Exercise directions | A faithful copy of each entry below is expected, with the images removed.

▽

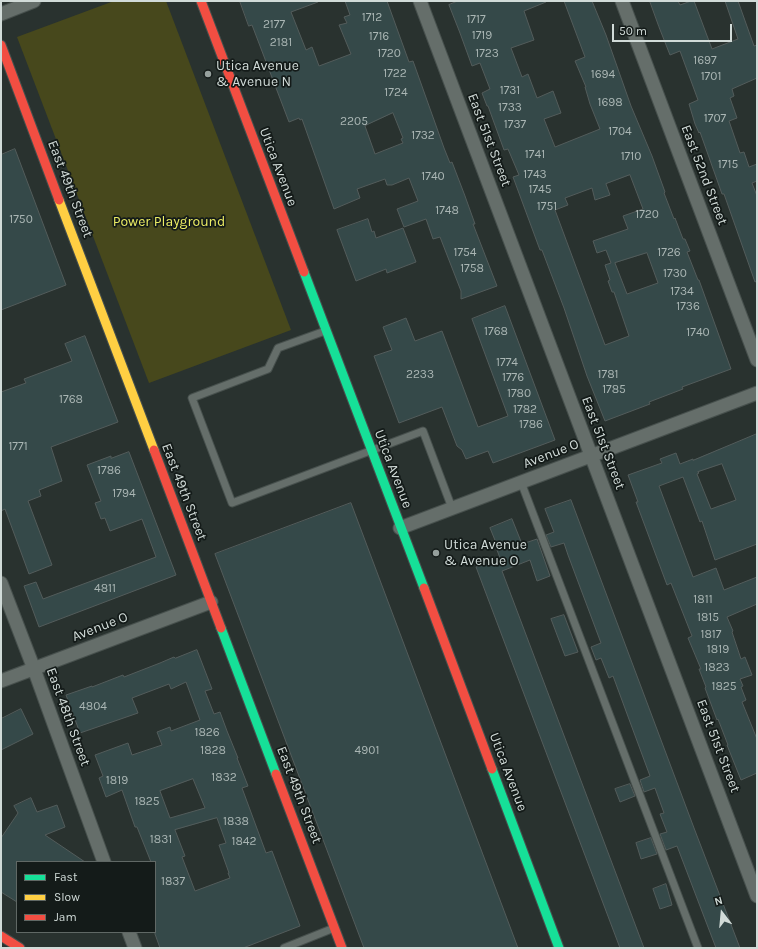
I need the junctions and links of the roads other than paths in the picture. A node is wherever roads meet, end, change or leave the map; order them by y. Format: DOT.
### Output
graph roads {
  1 [pos="34,1"];
  2 [pos="200,1"];
  3 [pos="420,1"];
  4 [pos="622,1"];
  5 [pos="1,14"];
  6 [pos="1,45"];
  7 [pos="325,330"];
  8 [pos="757,360"];
  9 [pos="757,394"];
  10 [pos="371,451"];
  11 [pos="591,456"];
  12 [pos="521,482"];
  13 [pos="452,508"];
  14 [pos="400,528"];
  15 [pos="1,583"];
  16 [pos="211,602"];
  17 [pos="34,669"];
  18 [pos="1,681"];
  19 [pos="104,861"];
  20 [pos="757,896"];
  21 [pos="334,928"];
  22 [pos="129,933"];
  23 [pos="1,936"];
  24 [pos="20,948"];
  25 [pos="135,948"];
  26 [pos="284,948"];
  27 [pos="342,948"];
  28 [pos="559,948"];
  29 [pos="698,948"];
  1 -- 5 [label="street"];
  2 -- 7 [label="main road, Utica Avenue"];
  3 -- 11 [label="street, East 51st Street"];
  4 -- 8 [label="street, East 52nd Street"];
  6 -- 16 [label="main road, East 49th Street"];
  7 -- 10 [label="main road, Utica Avenue"];
  7 -- 10 [label="lane"];
  9 -- 11 [label="street, Avenue O"];
  10 -- 13 [label="lane"];
  10 -- 14 [label="main road, Utica Avenue"];
  11 -- 12 [label="street, Avenue O"];
  11 -- 20 [label="street, East 51st Street"];
  12 -- 13 [label="street, Avenue O"];
  12 -- 29 [label="lane"];
  13 -- 14 [label="street, Avenue O"];
  14 -- 28 [label="main road, Utica Avenue"];
  15 -- 17 [label="street, East 48th Street"];
  16 -- 17 [label="street, Avenue O"];
  16 -- 21 [label="main road, East 49th Street"];
  17 -- 18 [label="street, Avenue O"];
  17 -- 19 [label="street, East 48th Street"];
  21 -- 26 [label="lane"];
  21 -- 27 [label="main road, East 49th Street"];
  22 -- 25 [label="street"];
  23 -- 24 [label="main road"];
}
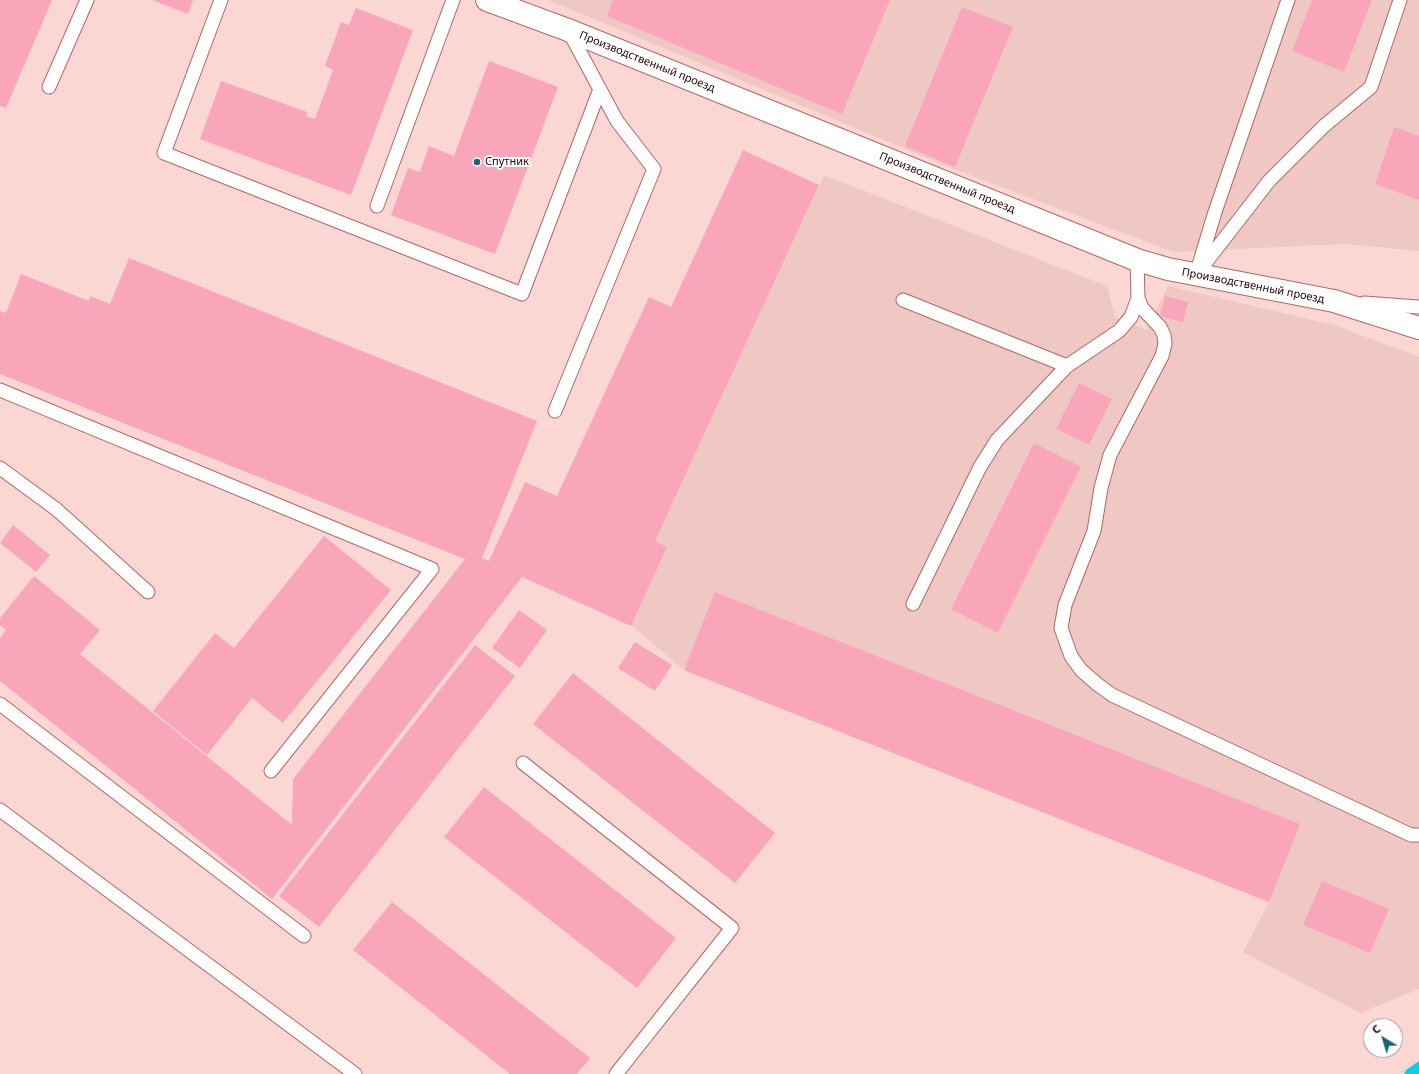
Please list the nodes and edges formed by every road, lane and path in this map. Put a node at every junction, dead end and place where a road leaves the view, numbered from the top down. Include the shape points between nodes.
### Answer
1 (87, 0) edge
2 (221, 0) edge
3 (453, 0) edge
4 (487, 0) edge
5 (1288, 0) edge
6 (1400, 0) edge
7 (568, 30) junction
8 (49, 87) dead end
9 (600, 89) junction
10 (377, 206) dead end
11 (1137, 260) junction
12 (1196, 275) junction
13 (1138, 298) junction
14 (904, 300) dead end
15 (1334, 301) junction
16 (1419, 307) edge
17 (1419, 328) edge
18 (1067, 366) junction
19 (0, 390) edge
20 (555, 411) dead end
21 (0, 468) edge
22 (148, 592) dead end
23 (913, 604) dead end
24 (0, 704) edge
25 (523, 763) dead end
26 (271, 771) dead end
27 (0, 810) edge
28 (1419, 835) edge
29 (304, 936) dead end
30 (355, 1074) edge
31 (616, 1074) edge

1 - 8 lane
2 - 9 lane via 164,153 522,294
3 - 10 lane
4 - 7 street, Производственный проезд
5 - 12 lane
6 - 12 lane via 1371,87 1324,126 1269,181
7 - 9 lane
7 - 11 street, Производственный проезд
9 - 20 lane via 617,121 654,169
11 - 12 street, Производственный проезд
11 - 13 lane
12 - 15 street, Производственный проезд
13 - 18 lane via 1131,317 1119,331
13 - 28 lane via 1142,308 1160,327 1165,344 1162,356 1120,434 1105,471 1094,531 1065,605 1061,628 1071,656 1081,670 1112,695 1411,835
14 - 18 lane
15 - 16 lane
15 - 17 street, Производственный проезд
18 - 23 lane via 993,446 980,467
19 - 26 lane via 432,569
21 - 22 lane via 56,509
24 - 29 lane
25 - 31 lane via 732,928
27 - 30 lane

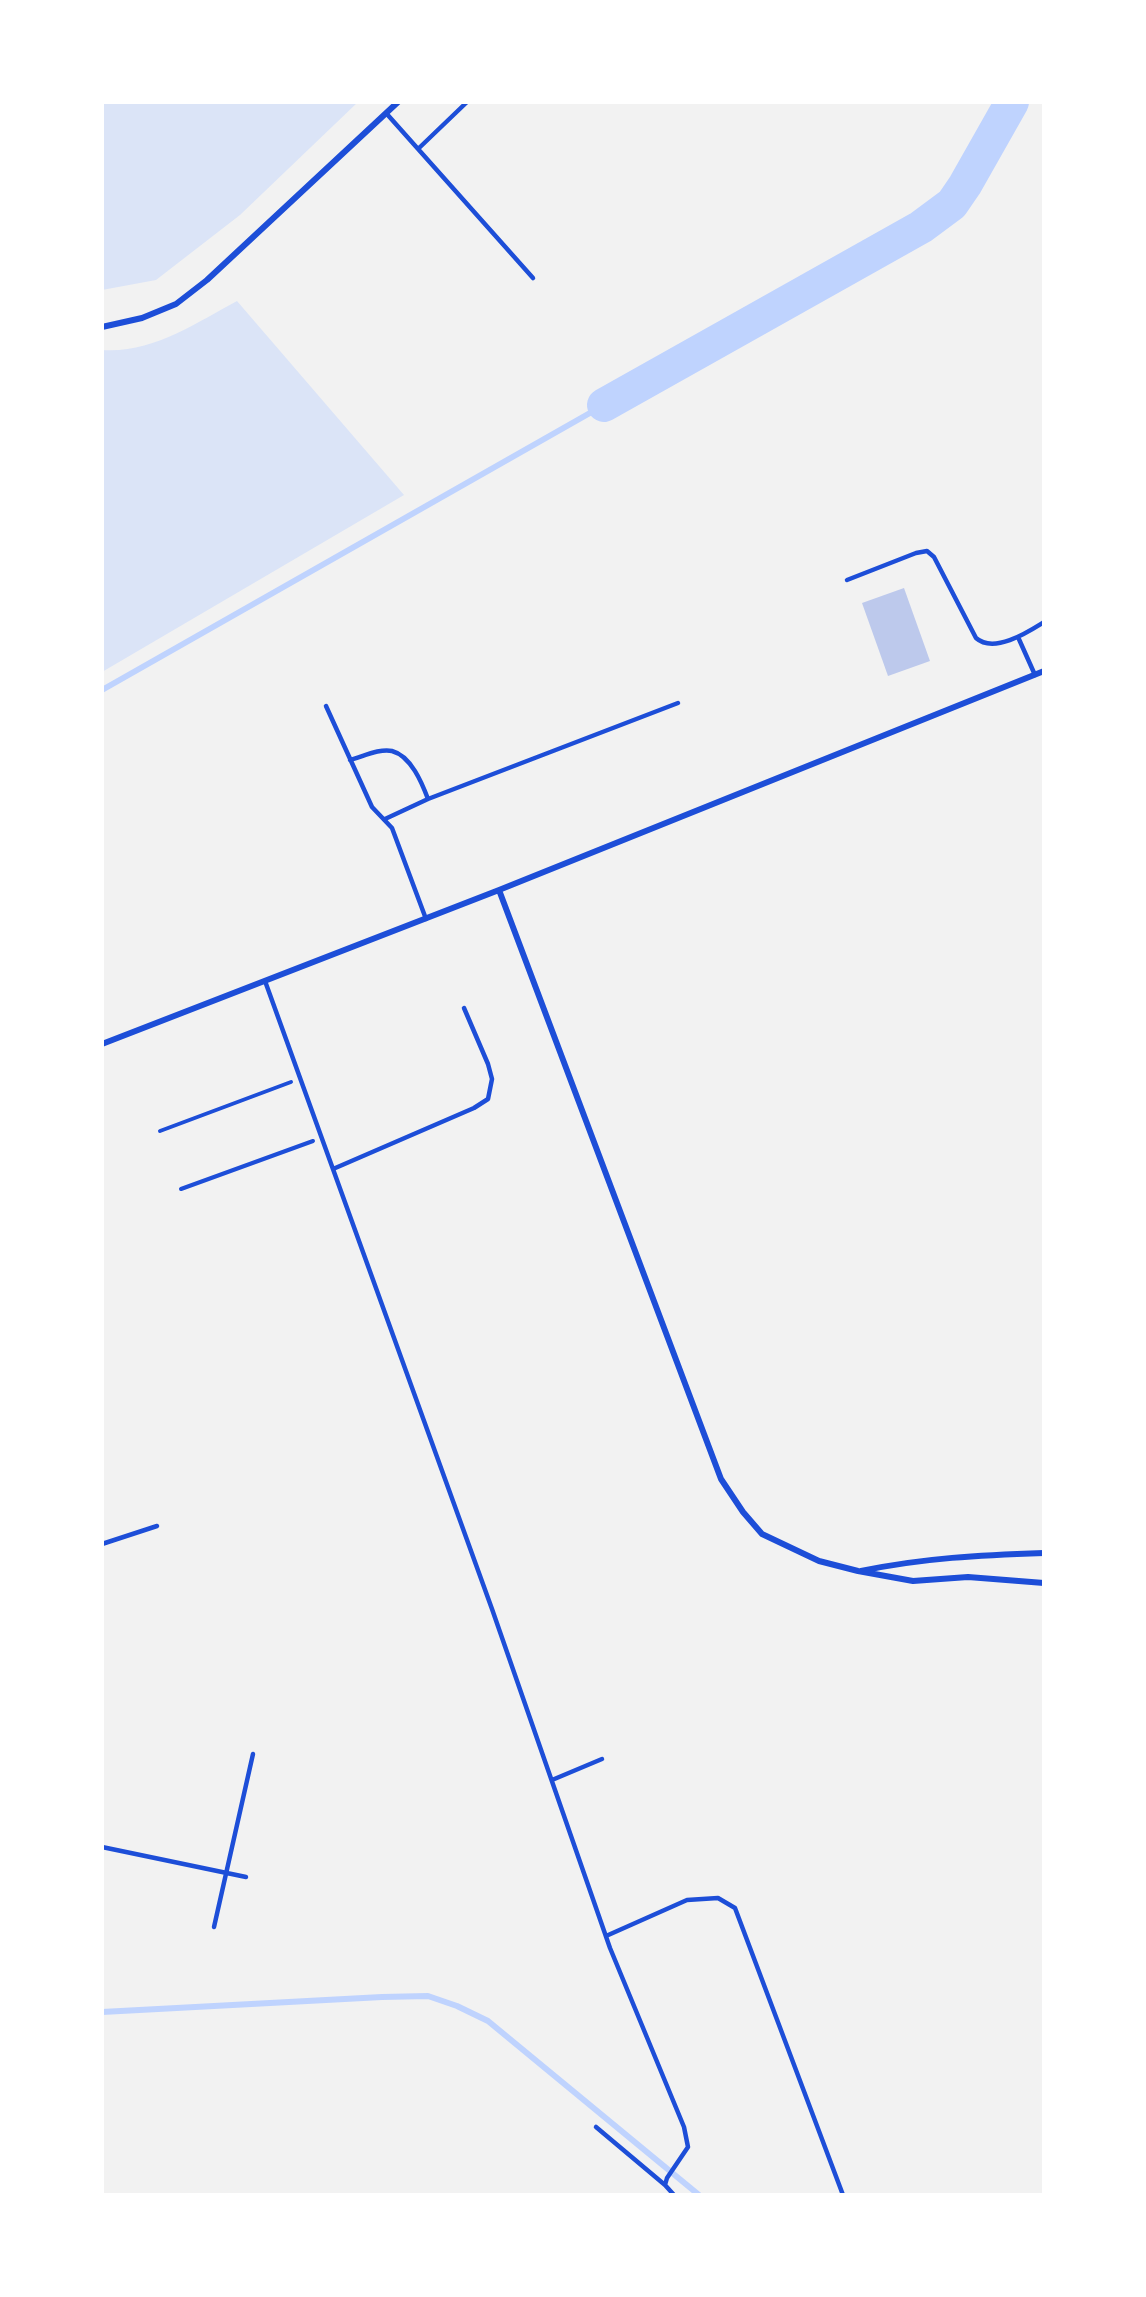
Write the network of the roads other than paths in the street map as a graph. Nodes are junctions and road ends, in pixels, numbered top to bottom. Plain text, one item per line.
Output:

△

Response |
I need the junctions and links of the roads other than paths in the picture. A node is wherever roads meet, end, change or leave the map; order them by y. Format: DOT.
### Output
graph roads {
  1 [pos="34,1"];
  2 [pos="200,1"];
  3 [pos="420,1"];
  4 [pos="622,1"];
  5 [pos="1,14"];
  6 [pos="1,45"];
  7 [pos="325,330"];
  8 [pos="757,360"];
  9 [pos="757,394"];
  10 [pos="371,451"];
  11 [pos="591,456"];
  12 [pos="521,482"];
  13 [pos="452,508"];
  14 [pos="400,528"];
  15 [pos="1,583"];
  16 [pos="211,602"];
  17 [pos="34,669"];
  18 [pos="1,681"];
  19 [pos="104,861"];
  20 [pos="757,896"];
  21 [pos="334,928"];
  22 [pos="129,933"];
  23 [pos="1,936"];
  24 [pos="20,948"];
  25 [pos="135,948"];
  26 [pos="284,948"];
  27 [pos="342,948"];
  28 [pos="559,948"];
  29 [pos="698,948"];
  1 -- 5 [label="street"];
  2 -- 7 [label="main road, Utica Avenue"];
  3 -- 11 [label="street, East 51st Street"];
  4 -- 8 [label="street, East 52nd Street"];
  6 -- 16 [label="main road, East 49th Street"];
  7 -- 10 [label="main road, Utica Avenue"];
  7 -- 10 [label="lane"];
  9 -- 11 [label="street, Avenue O"];
  10 -- 13 [label="lane"];
  10 -- 14 [label="main road, Utica Avenue"];
  11 -- 12 [label="street, Avenue O"];
  11 -- 20 [label="street, East 51st Street"];
  12 -- 13 [label="street, Avenue O"];
  12 -- 29 [label="lane"];
  13 -- 14 [label="street, Avenue O"];
  14 -- 28 [label="main road, Utica Avenue"];
  15 -- 17 [label="street, East 48th Street"];
  16 -- 17 [label="street, Avenue O"];
  16 -- 21 [label="main road, East 49th Street"];
  17 -- 18 [label="street, Avenue O"];
  17 -- 19 [label="street, East 48th Street"];
  21 -- 26 [label="lane"];
  21 -- 27 [label="main road, East 49th Street"];
  22 -- 25 [label="street"];
  23 -- 24 [label="main road"];
}
Please list the nodes and edges formed by every road, lane and path in this map. Put a node at every junction, dead end and place where a road leaves the view, numbered from the top down. Include the shape points between nodes.
### Answer
1 (87, 0) edge
2 (221, 0) edge
3 (453, 0) edge
4 (487, 0) edge
5 (1288, 0) edge
6 (1400, 0) edge
7 (568, 30) junction
8 (49, 87) dead end
9 (600, 89) junction
10 (377, 206) dead end
11 (1137, 260) junction
12 (1196, 275) junction
13 (1138, 298) junction
14 (904, 300) dead end
15 (1334, 301) junction
16 (1419, 307) edge
17 (1419, 328) edge
18 (1067, 366) junction
19 (0, 390) edge
20 (555, 411) dead end
21 (0, 468) edge
22 (148, 592) dead end
23 (913, 604) dead end
24 (0, 704) edge
25 (523, 763) dead end
26 (271, 771) dead end
27 (0, 810) edge
28 (1419, 835) edge
29 (304, 936) dead end
30 (355, 1074) edge
31 (616, 1074) edge

1 - 8 lane
2 - 9 lane via 164,153 522,294
3 - 10 lane
4 - 7 street, Производственный проезд
5 - 12 lane
6 - 12 lane via 1371,87 1324,126 1269,181
7 - 9 lane
7 - 11 street, Производственный проезд
9 - 20 lane via 617,121 654,169
11 - 12 street, Производственный проезд
11 - 13 lane
12 - 15 street, Производственный проезд
13 - 18 lane via 1131,317 1119,331
13 - 28 lane via 1142,308 1160,327 1165,344 1162,356 1120,434 1105,471 1094,531 1065,605 1061,628 1071,656 1081,670 1112,695 1411,835
14 - 18 lane
15 - 16 lane
15 - 17 street, Производственный проезд
18 - 23 lane via 993,446 980,467
19 - 26 lane via 432,569
21 - 22 lane via 56,509
24 - 29 lane
25 - 31 lane via 732,928
27 - 30 lane

Write the network of the roads other than paths in the street map as a graph. Nodes are junctions and road ends, in pixels, numbered top to bottom. Plain text, one item per line.
Output:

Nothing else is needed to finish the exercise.